When untrusted relays are considered, numerous PLS schemes have been proposed based on different relaying protocols. Authors in [34] adopted a successive amplify-and-forward (AF) relaying scheme, where the multi-antenna source transmitted to two selected nodes alternately. The inter-relay interference, which is usually regarded as detrimental, was used to jam the untrusted nodes. The authors proposed several relay selection schemes with different complexities and derived the closed-form expressions of the lower bound of secrecy outage probability in [34]. For multiple-antenna untrusted relay systems, a joint destination-aided cooperative jamming and precoding scheme was devised to maximize the secrecy rate by jointly designing the precoding matrices for the source, relay, and destination [35]. Authors in [23] proposed a modulo-and-forward (MF) protocol at the relay with nested lattice encoding at the source to improve the secrecy in a dual-hop untrusted relay network. A multi-hop line network was considered in [24], where each node received signals transmitted by its neighbors, and the leftmost node sent messages to the rightmost node. When any or all of the relay nodes can be eavesdroppers, it has been shown in [24] that it is possible to achieve end-to-end secure and reliable communication by utilizing nested lattice codes. Kalamkar, S.S. et. al. in [32] investigated the problem of secure cooperative communication with the help of a wireless EH untrusted node. To realize the positive secrecy rate, destination-aided cooperative jamming was used. Analytical expressions were derived for the secrecy outage probability and the ergodic secrecy rate to evaluate the secrecy performance in [32].
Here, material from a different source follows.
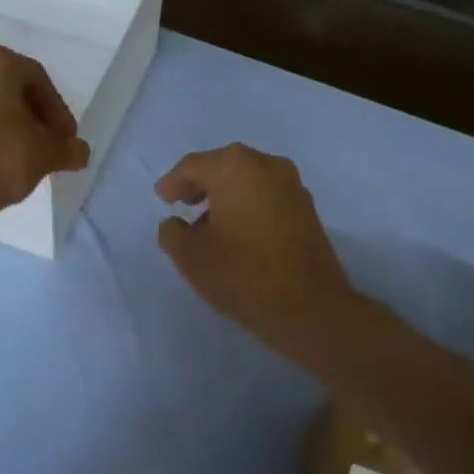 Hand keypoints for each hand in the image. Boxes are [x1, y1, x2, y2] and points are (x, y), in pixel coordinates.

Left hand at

The goal of this paper is to solve the security problem in a CIoT network where a wireless EH untrusted node is used to relay the IoT device’s information. Underlay spectrum sharing is adopted by the CIoT network to relieve the stress of spectrum scarcity. As long as the interference threshold constraint is satisfied, the IoT device and the relay can access the primary spectrum, and the capability of spectrum sensing is not required. Although the IoT device and the relay may have strict energy constraints, the controller could have adequate energy supply. Therefore, destination-aided cooperative jamming is used to provide secure transmission. Together with the source signal, this jamming signal is also used for energy harvesting at the relay.
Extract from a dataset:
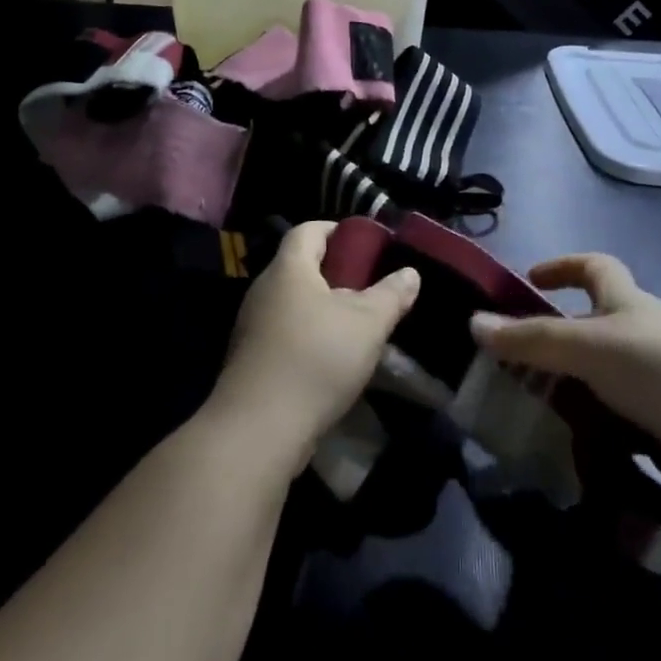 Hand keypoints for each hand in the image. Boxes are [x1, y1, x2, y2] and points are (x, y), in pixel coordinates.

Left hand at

The considered CIoT network is shown in Figure 1, where an IoT network works as the secondary network, and the primary network has a primary receiver P. The primary transmitter is located far away from the IoT network as in [10,33]. Therefore, there is no interference from the primary transmitter to the IoT network. In the secondary IoT network, an IoT device S (e.g., sensor) tries to transmit to the destination D (e.g., controller) through an EH untrusted relay node R. The direct link between S and D is unavailable. Although the untrusted relay helps the secondary transmission, S and D try to prevent information leakage to the relay. Each node is equipped with a single antenna and works in half-duplex mode. Channel reciprocity is assumed as in [32]. It is assumed that all links experience independent and quasi-static Rayleigh fading, and the channel remains constant during the period of T [32]. The channel power gain is given by $\parallel {h}_{c}{\parallel}^{2}$, which has exponential distribution with mean ${g}_{c}$ , i.e.,
where ${h}_{c}$ represents the link between $S-R$, $D-R$, $S-P$, $D-P$ or $R-P$, the subscript c can be $SR$, $DR$, $SP$, $DP$, and $RP$ accordingly, and ${f}_{|{h}_{c}{|}^{2}}\left(x\right)$ is the probability density function of random variable $|{h}_{c}{|}^{2}$.
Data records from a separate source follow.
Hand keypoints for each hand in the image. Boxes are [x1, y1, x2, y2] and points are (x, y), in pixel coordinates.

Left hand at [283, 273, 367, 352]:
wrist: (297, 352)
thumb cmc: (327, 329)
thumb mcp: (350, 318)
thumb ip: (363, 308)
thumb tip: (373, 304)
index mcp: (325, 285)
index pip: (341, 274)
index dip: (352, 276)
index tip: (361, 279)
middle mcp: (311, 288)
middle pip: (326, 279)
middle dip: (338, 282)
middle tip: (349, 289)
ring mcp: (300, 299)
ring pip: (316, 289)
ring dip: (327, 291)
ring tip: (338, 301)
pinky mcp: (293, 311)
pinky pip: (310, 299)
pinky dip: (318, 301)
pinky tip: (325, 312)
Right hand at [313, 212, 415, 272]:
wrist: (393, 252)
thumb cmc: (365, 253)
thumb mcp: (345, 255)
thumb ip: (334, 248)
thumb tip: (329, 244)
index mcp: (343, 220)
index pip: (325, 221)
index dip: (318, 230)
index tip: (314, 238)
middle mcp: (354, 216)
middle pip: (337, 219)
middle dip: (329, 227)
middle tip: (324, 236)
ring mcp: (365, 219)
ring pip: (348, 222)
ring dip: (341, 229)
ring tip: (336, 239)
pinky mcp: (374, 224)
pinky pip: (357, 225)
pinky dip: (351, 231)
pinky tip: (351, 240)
$${f}_{|{h}_{c}{|}^{2}}\left(x\right)=\frac{1}{{g}_{c}}{e}^{-\frac{x}{{g}_{c}}},$$

For secondary transmissions, the interference with the primary receiver P is required to be under the interference threshold $\Gamma $. Assume that the secondary nodes know the statistic channel information between them and the primary receiver [36]. As in [31,37], the relay uses the harvested energy completely for the transmission. PS and TS based receiver-architecture are used at R, and the receiver architecture for the separated information and energy receiving is shown in Figure 2. With PS, the information receiver and the energy receiver are both in on mode for a duration of T. The relay splits the received power for two purposes: one part for energy harvesting and the remaining part for information processing. With TS, the relay splits the time of T, and switches between the status of energy harvesting and information processing.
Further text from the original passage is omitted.